Ex-Verfassungsrichterin findet deutsches Kinderbetreuungsangebot verfassungswidrig

taz: Frau Jaeger, die CDU hat letzte Woche begonnen, über ein Familiensplitting zu diskutieren. Dabei würden die Einkünfte einer Familie nicht nur auf die Ehepartner, sondern auch auf die Kinder verteilt, was bei Familien mit Kindern noch mehr Steuern spart. Doch diese Diskussion wurde wieder eingestellt. Eine vertane Chance?

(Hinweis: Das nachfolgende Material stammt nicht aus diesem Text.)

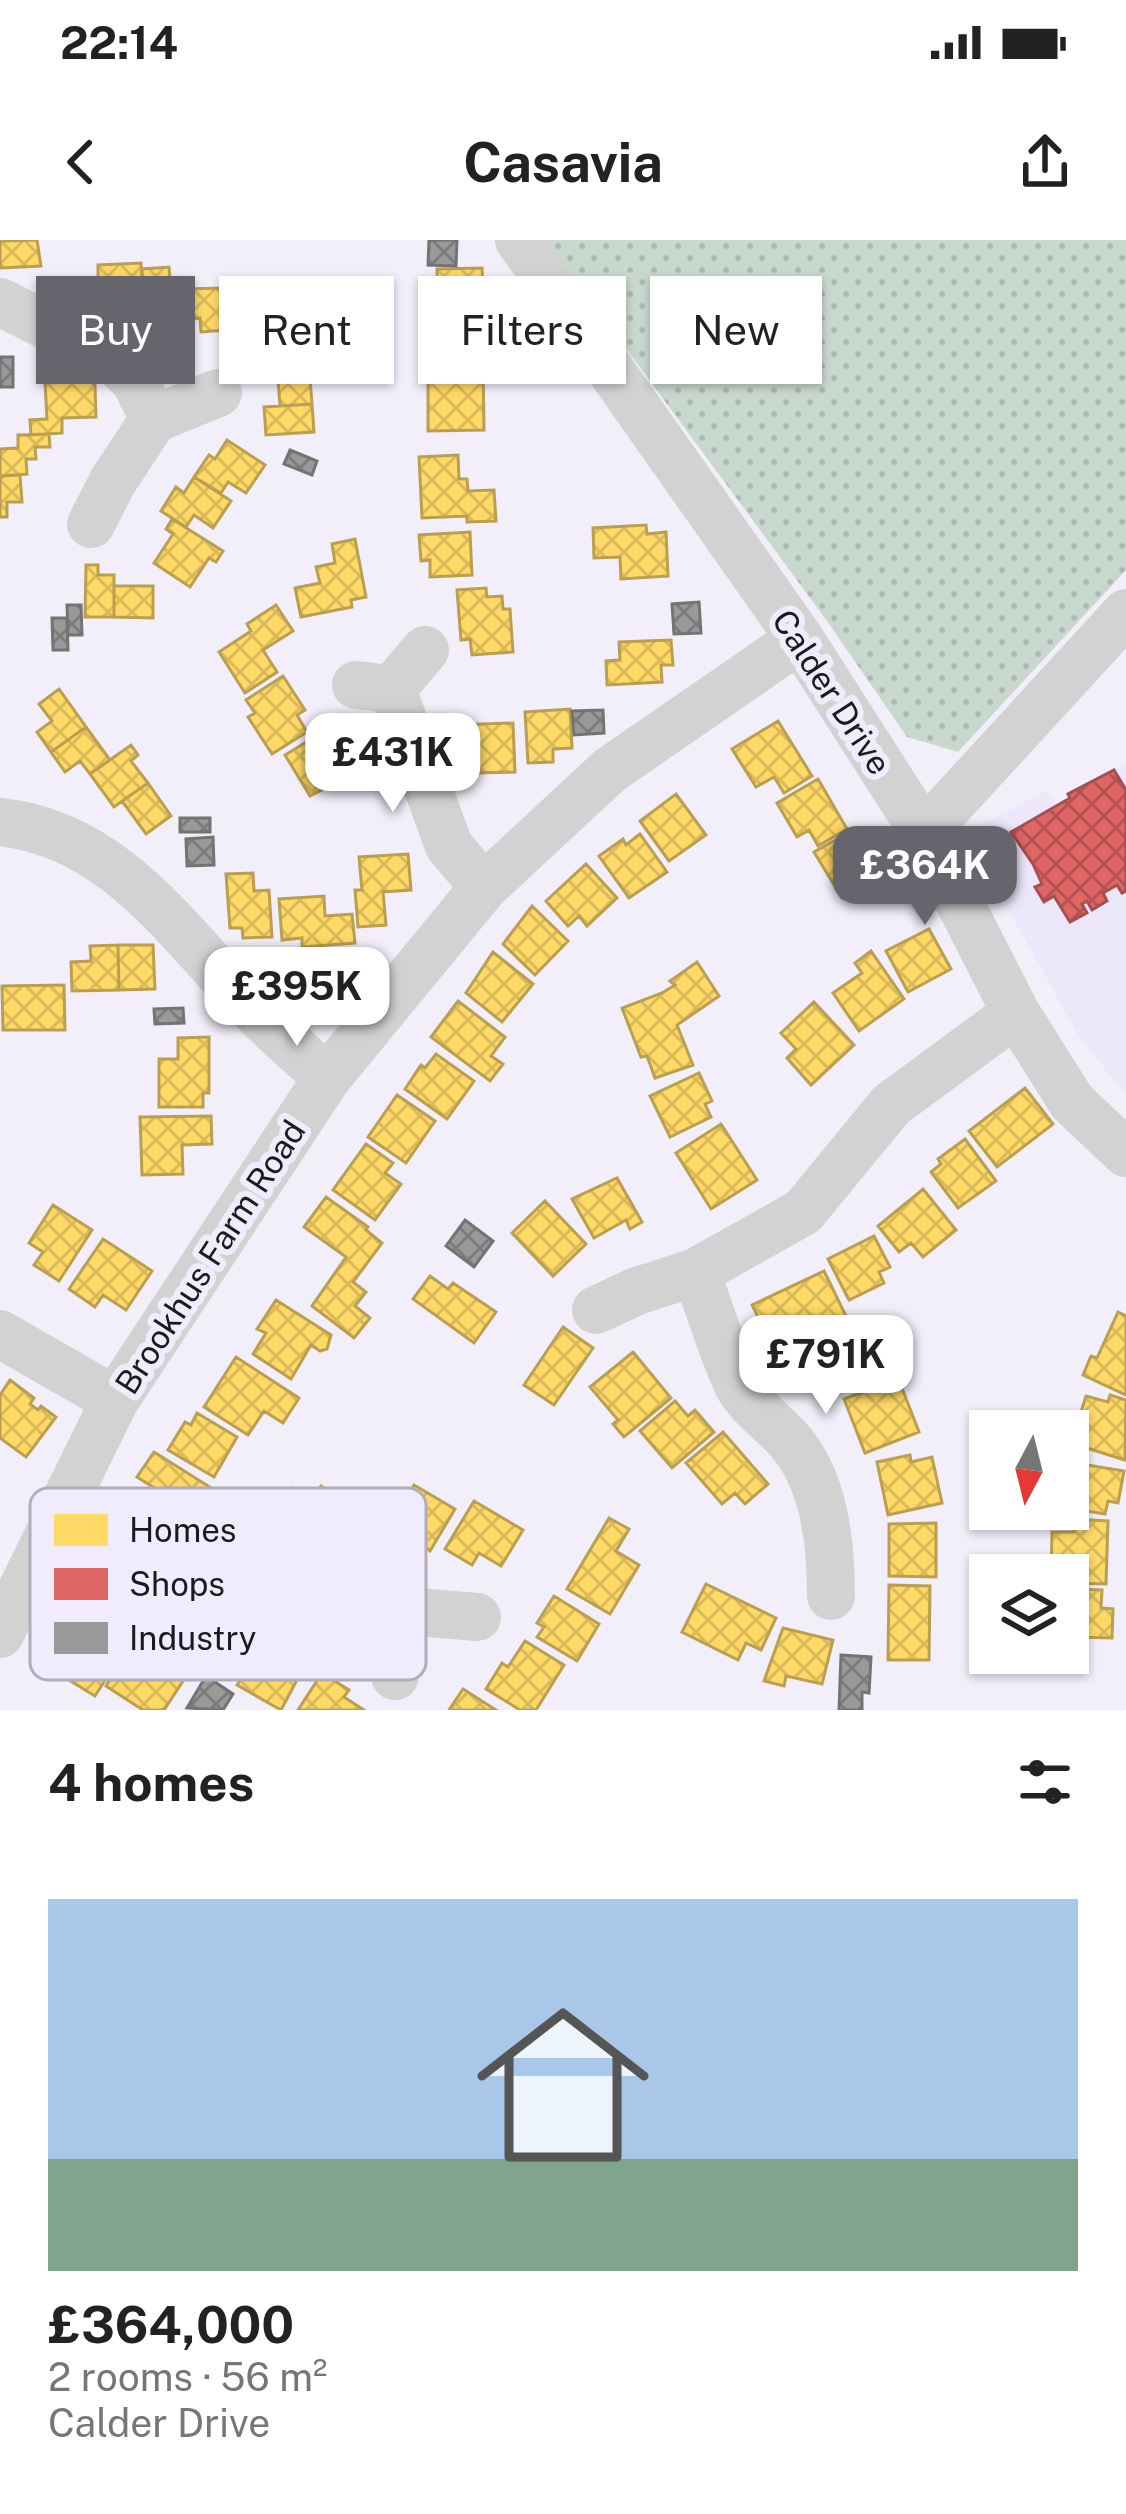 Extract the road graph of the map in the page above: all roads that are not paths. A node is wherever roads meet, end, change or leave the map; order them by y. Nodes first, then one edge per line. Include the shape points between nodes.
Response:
1 (519, 240) edge
2 (0, 302) edge
3 (218, 393) dead end
4 (154, 419) junction
5 (91, 524) dead end
6 (1126, 613) edge
7 (800, 640) junction
8 (424, 650) dead end
9 (0, 822) edge
10 (924, 833) junction
11 (484, 886) junction
12 (1016, 1013) junction
13 (327, 1078) junction
14 (1126, 1153) edge
15 (697, 1272) junction
16 (596, 1310) dead end
17 (0, 1334) edge
18 (115, 1400) junction
19 (73, 1488) edge
20 (30, 1575) edge
21 (831, 1596) dead end
22 (426, 1614) edge
23 (477, 1618) dead end
24 (0, 1634) edge

1 - 7 street, Calder Drive
2 - 4 street via 111,358 135,381
3 - 4 street
4 - 5 street
6 - 10 street
7 - 10 street, Calder Drive
7 - 11 street, Brookhus Farm Road via 610,770
8 - 11 street via 374,687 449,846
9 - 13 street via 116,868
10 - 12 street, Calder Drive
11 - 13 street, Brookhus Farm Road
12 - 14 street, Calder Drive via 1072,1102
12 - 15 street via 891,1106 803,1212
13 - 18 street, Brookhus Farm Road
15 - 16 street
15 - 21 street via 740,1388 810,1475 803,1517 831,1554
17 - 18 street
18 - 19 street, Brookhus Farm Road
20 - 24 street, Brookhus Farm Road
22 - 23 street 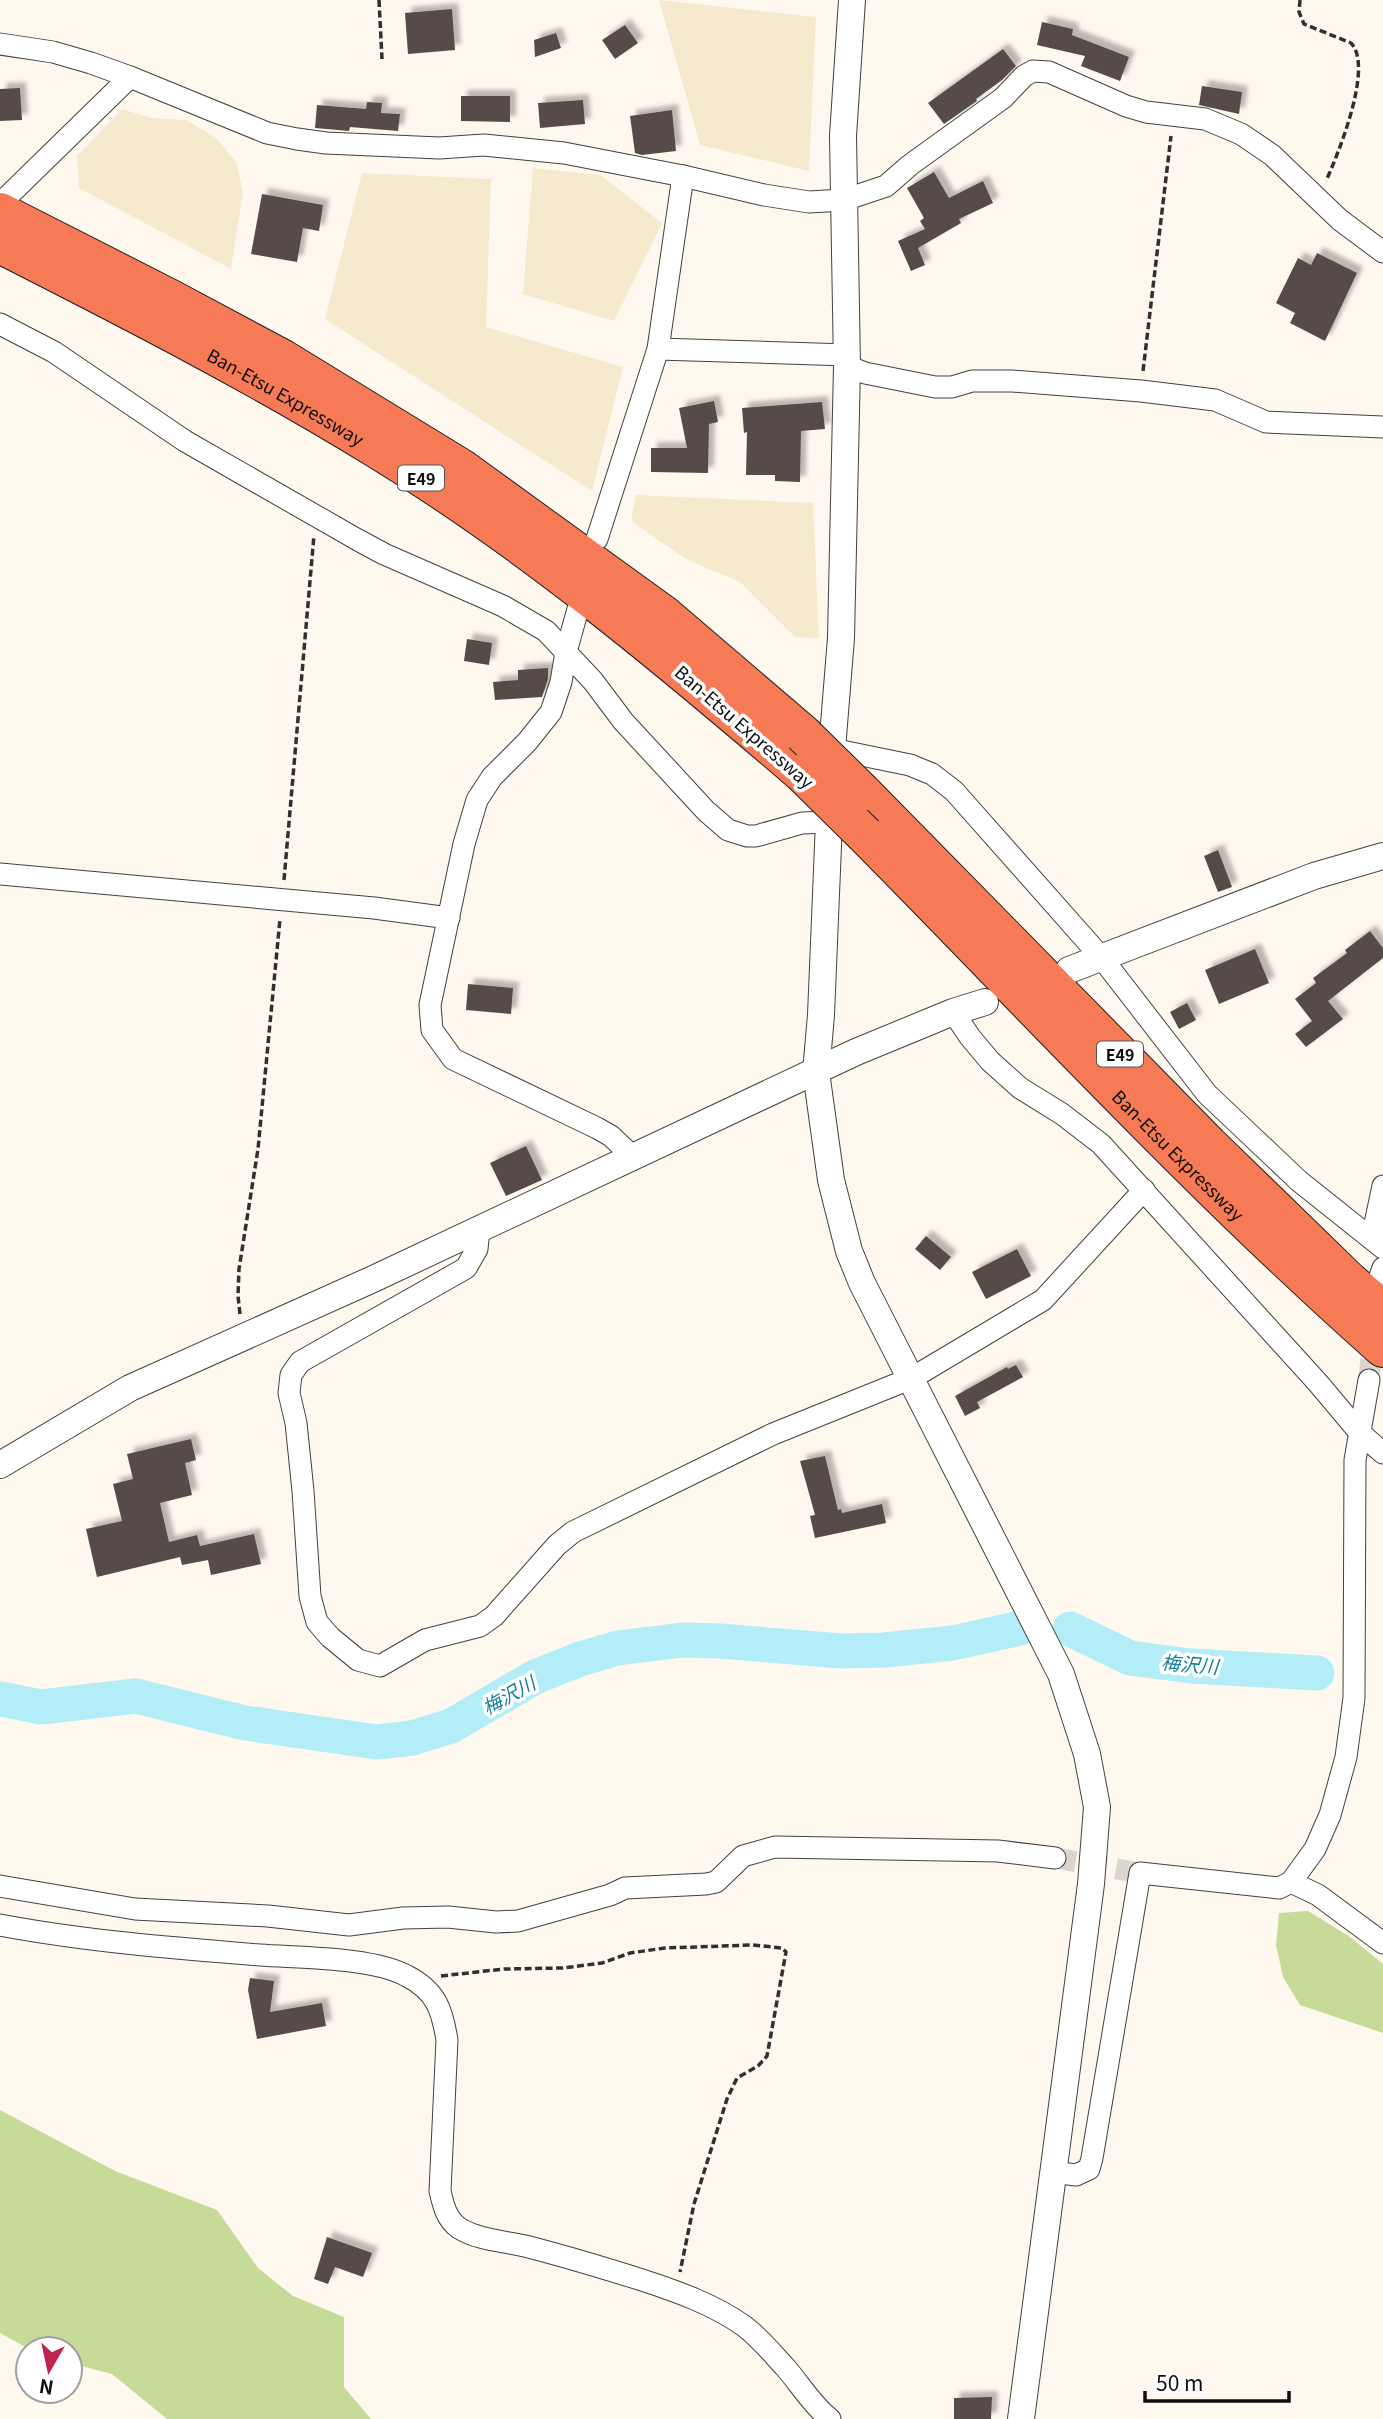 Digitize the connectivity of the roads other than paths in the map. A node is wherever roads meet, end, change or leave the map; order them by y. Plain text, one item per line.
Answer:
1 (852, 0) edge
2 (0, 44) edge
3 (130, 77) junction
4 (683, 176) junction
5 (844, 200) junction
6 (4, 204) edge
7 (0, 244) edge
8 (1383, 252) edge
9 (0, 324) edge
10 (658, 349) junction
11 (847, 361) junction
12 (1383, 428) edge
13 (597, 539) dead end
14 (578, 609) dead end
15 (566, 652) junction
16 (818, 741) junction
17 (830, 822) junction
18 (1383, 856) edge
19 (0, 874) edge
20 (449, 918) junction
21 (1101, 957) junction
22 (1069, 970) dead end
23 (985, 1002) dead end
24 (953, 1012) junction
25 (816, 1072) junction
26 (632, 1156) junction
27 (1383, 1186) edge
28 (1144, 1190) junction
29 (479, 1230) junction
30 (1377, 1243) edge
31 (1382, 1286) edge
32 (1376, 1364) edge
33 (912, 1378) junction
34 (1360, 1433) junction
35 (1383, 1453) edge
36 (0, 1465) edge
37 (1055, 1858) tunnel mouth
38 (1291, 1882) junction
39 (0, 1886) edge
40 (0, 1925) edge
41 (1383, 1943) edge
42 (1052, 2172) junction
43 (830, 2419) edge
44 (1021, 2419) edge

1 - 5 street
2 - 3 street
3 - 4 street
3 - 6 street
4 - 5 street
4 - 10 street
5 - 8 street
5 - 11 street
6 - 16 highway, Ban-Etsu Expressway / E49
7 - 32 highway, Ban-Etsu Expressway / E49, bridge
9 - 15 street
10 - 11 street
10 - 13 street
11 - 12 street
11 - 16 street
14 - 15 street
15 - 17 street
15 - 20 street
16 - 17 street
16 - 21 street
16 - 31 highway, Ban-Etsu Expressway / E49, bridge
17 - 25 street
18 - 21 street
19 - 20 street
20 - 26 street
21 - 22 street
21 - 30 street
23 - 24 street
24 - 25 street
24 - 28 street
25 - 26 street
25 - 33 street
26 - 29 street
27 - 30 street
28 - 33 street
28 - 34 street
29 - 33 street
29 - 36 street
32 - 34 street
33 - 42 street
34 - 35 street
34 - 38 street
37 - 39 street
38 - 41 street
38 - 42 street
40 - 43 street
42 - 44 street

Renate Jaeger: Überhaupt nicht. Das Familiensplitting wäre eher ein Irrweg in der Familienpolitik.

Warum?

Weil es die Institution Familie erneut mit dem Steuerrecht retten will. Aber Steuervergünstigungen nützen nun mal denjenigen am meisten, die gut verdienen und deshalb viele Steuern zahlen müssen. Dort lohnt es sich, das Einkommen auf viele Köpfe zu verteilen, um so der Progression [dem Ansteigen des Steuersatzes bei höheren Einkommen d. Red.] zu entgehen.

Was wäre Ihre Alternative zum Familiensplitting?

Wer wenig oder gar nichts verdient, hätte mehr von einer Erhöhung des Kindergelds oder – noch besser – von einer Verbesserung der Kinderbetreuung. Gerade bei der Kinderbetreuung ist die Situation in Deutschland immer noch verfassungswidrig schlecht.

Gibt es einen verfassungsrechtlichen Anspruch auf Kinderbetreuung?

Natürlich. Das Bundesverfassungsgericht garantiert den Eltern Wahlfreiheit, ob ein Elternteil zur Kindererziehung zu Hause bleibt oder ob beide Eltern ihren Beruf mit der Familienarbeit verbinden. Bisher gibt es aber keine wirkliche Wahlfreiheit.

Wie meinen Sie das?

Die Frau hat bisher die Wahl, zu Hause zu bleiben oder geringfügig zu arbeiten, und wird darin noch mit dem Ehegattensplitting vom Staat bestärkt. Eigentlich muss sie aber auch die Wahl haben, sich mit Kindern für eine volle Berufstätigkeit zu entscheiden. Diese Wahlfreiheit fehlt bisher, weil es meist keine ausreichende und bezahlbare Kinderbetreuung gibt. Hier hat der Staat eine Verfassungspflicht, entsprechende Angebote zu schaffen.

Dem Staat fehlt das Geld.

Dann sollte er eben doch mal über eine Abschaffung des Ehegatten-Splittings nachdenken. Es ist erfreulich, dass inzwischen sogar manche in der CDU das Splitting in Frage stellen.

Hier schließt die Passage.